Some Personal Thoughts on Lying - Excerpt from "The Brothers Karamazov" by F. Dostoyevsky

A passage from The Brothers Karamazov on lying:

"Above all, do not lie to yourself. A man who lies to himself and listens to his own lie comes to a point where he does not discern any truth either in himself or anywhere around him, and thus falls into disrespect towards himself and others. Not respecting anyone, he ceases to love, and having no love, he gives himself up to passions and coarse pleasures, in order to occupy and amuse himself, and in his vices reaches complete bestiality, and it all comes from lying continually to others and to himself. A man who lies to himself is often the first to take offense. 

It sometimes feels very good to take offense, doesn’t it? And surely he knows that no one has offended him, and that he himself has invented the offense and told lies just for the beauty of it, that he has exaggerated for the sake of effect, that he has picked on a word and made a mountain out of a pea—he knows all of that, and still he is the first to take offense, he likes feeling offended, it gives him great pleasure, and thus he reaches the point of real hostility …"

Lying is the First Step Towards Damnation 

Here Dostoyevsky lays out an interesting progression that the liar undergoes as he begins to lie. 

1) He becomes skeptical of truth altogether.
2) He loses respect for himself and others.
3) He loses the ability to love and turns towards bodily pleasures.
4) He reaches the point of pure corruption, an animalistic state.
5) He becomes aggressive to those who challenge his lies, taking pleasure in his abuse.

Words are the bridges that bind our souls together. As humans we share the same physical reality, but the subjective world which takes place within our minds is its own world, one that is impenetrable. We can never directly know the subjectivity of experience and thought that another person goes through. Instead we rely on indirect attempts at understanding them. We rely on words and language as signs and symbols of agreed meaning and shared experience to communicate with one another the depths of who we really are and what we really think. And so language is the medium through which we come to truly know one another. It is therefore the medium of communion between people. To be united with another means that I can know them and express myself to them. 

And so to lie destroys both of those realities. Not only does it destroy the possibility that I can know who they are, but it corrupts the trust necessary to form a relationship of communion. What this does is it isolates the liar from the other person in the relationship. While they make take-up or share the same physical space, on the deeper human level there is no bridge between them. This is also why, traditionally, the Devil is called a liar and a murderer. The word "diabolein," in Greek, from which we get the word "devil," means to scatter. Lying scatters people spiritually one from another. There is no possible spiritual communion that can be shared. 

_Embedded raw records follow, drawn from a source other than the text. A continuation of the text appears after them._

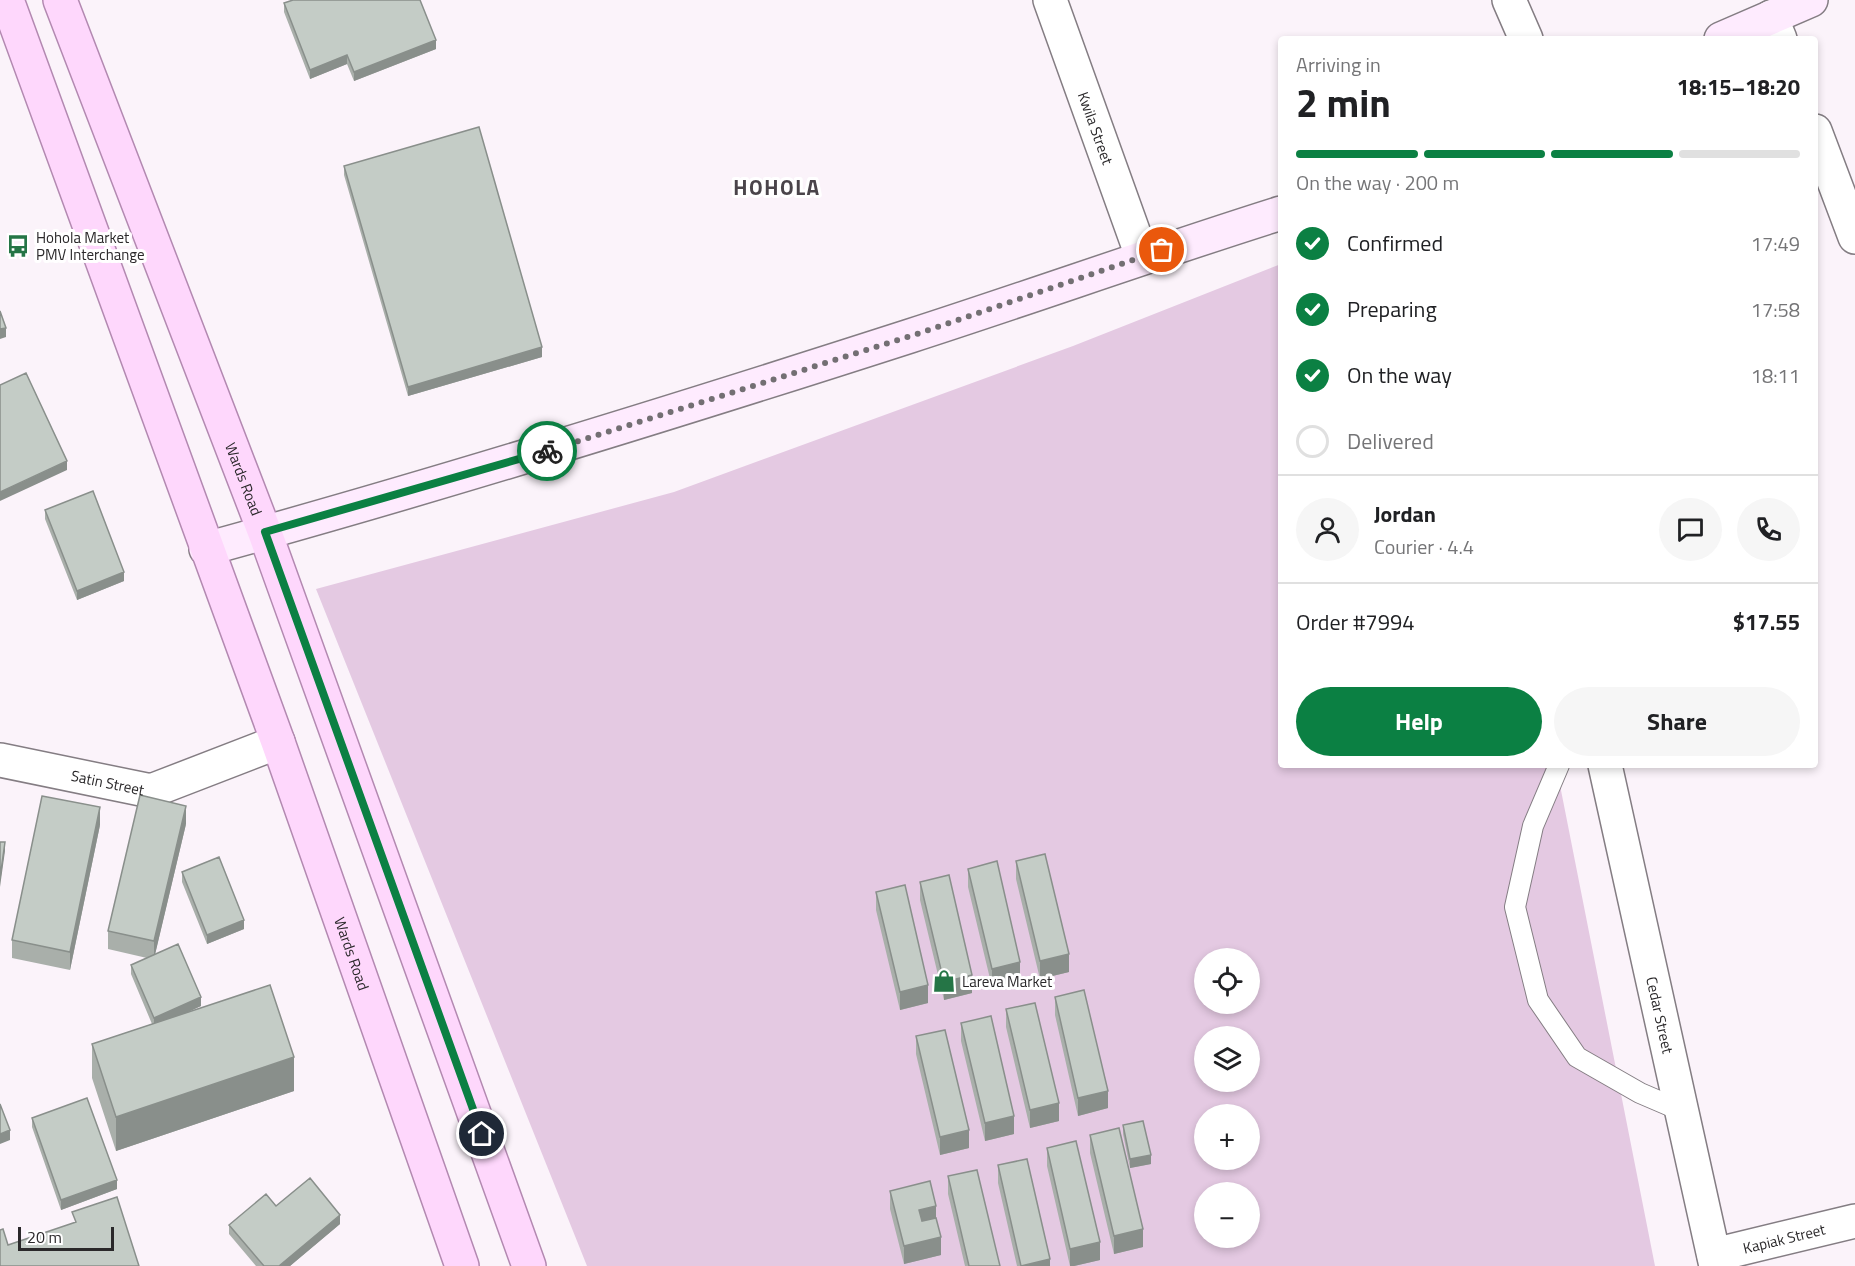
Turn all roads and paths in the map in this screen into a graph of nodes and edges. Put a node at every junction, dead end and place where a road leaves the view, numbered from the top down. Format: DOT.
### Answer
graph roads {
  1 [pos="7,0"];
  2 [pos="60,0"];
  3 [pos="1050,0"];
  4 [pos="1509,0"];
  5 [pos="1811,0"];
  6 [pos="1776,28"];
  7 [pos="1525,36"];
  8 [pos="1736,36"];
  9 [pos="1818,140"];
  10 [pos="1278,214"];
  11 [pos="1855,237"];
  12 [pos="1142,256"];
  13 [pos="265,532"];
  14 [pos="206,549"];
  15 [pos="278,742"];
  16 [pos="0,760"];
  17 [pos="1558,768"];
  18 [pos="1606,768"];
  19 [pos="1682,1112"];
  20 [pos="1855,1221"];
  21 [pos="1715,1260"];
  22 [pos="462,1266"];
  23 [pos="529,1266"];
  1 -- 14 [label="main road, Wards Road"];
  2 -- 13 [label="main road, Wards Road"];
  3 -- 12 [label="street, Kwila Street"];
  4 -- 7 [label="street"];
  5 -- 6 [label="street"];
  6 -- 8 [label="street"];
  9 -- 11 [label="street"];
  10 -- 12 [label="street"];
  12 -- 13 [label="street"];
  13 -- 14 [label="street"];
  13 -- 23 [label="main road, Wards Road"];
  14 -- 15 [label="main road, Wards Road"];
  15 -- 16 [label="street, Satin Street"];
  15 -- 22 [label="main road, Wards Road"];
  17 -- 19 [label="lane"];
  18 -- 19 [label="street, Cedar Street"];
  19 -- 21 [label="street, Cedar Street"];
  20 -- 21 [label="street, Kapiak Street"];
}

When this is taken to its extreme, the lying will even alienate the person from themselves. As spiritual creatures with intellect and will, we have a relationship with ourselves in that we know ourselves as an idea. We build a conceptual avatar of ourselves which we interact with all day long as we converse and act in the world. In a certain sense, this avatar speaks back to us. It is a reflection of the person that we have become and cultivated. How can we even love ourselves if we lie to ourselves? And so we do not even have an inner dialogue to retreat to when things outside of us may be going badly. The comfort of a good conscience is absent. Again, we are isolated. 

Likewise, we too build conceptual models of the world. If I lie, though, to myself about the nature of reality, about how it works, about cause and effect then we have reached a level of full nihilistic skepticism. This is because if I cannot tell myself the truth about reality then I can never escape the hell that I have placed myself in and find redemption. The world become incomprehensible and we are overwhelmed with complexity and chaos. We are left with total isolation as we cannot interact with others, with ourselves, or with reality. At that point, all that is left is either "coarse pleasures" or a desire to destroy that which that which brings to light the fact that we are not in a good state. 

If one could conceive of human relationships and society as a physical structure, truth-telling would be the material out of which the building is constructed. And thus to lie is to begin to tear apart the building brick by brick, beam by beam on the pathway to destruction. 
- Dostoevsky, Fyodor. The Brothers Karamazov (p. 44). Farrar, Straus and Giroux. Kindle Edition.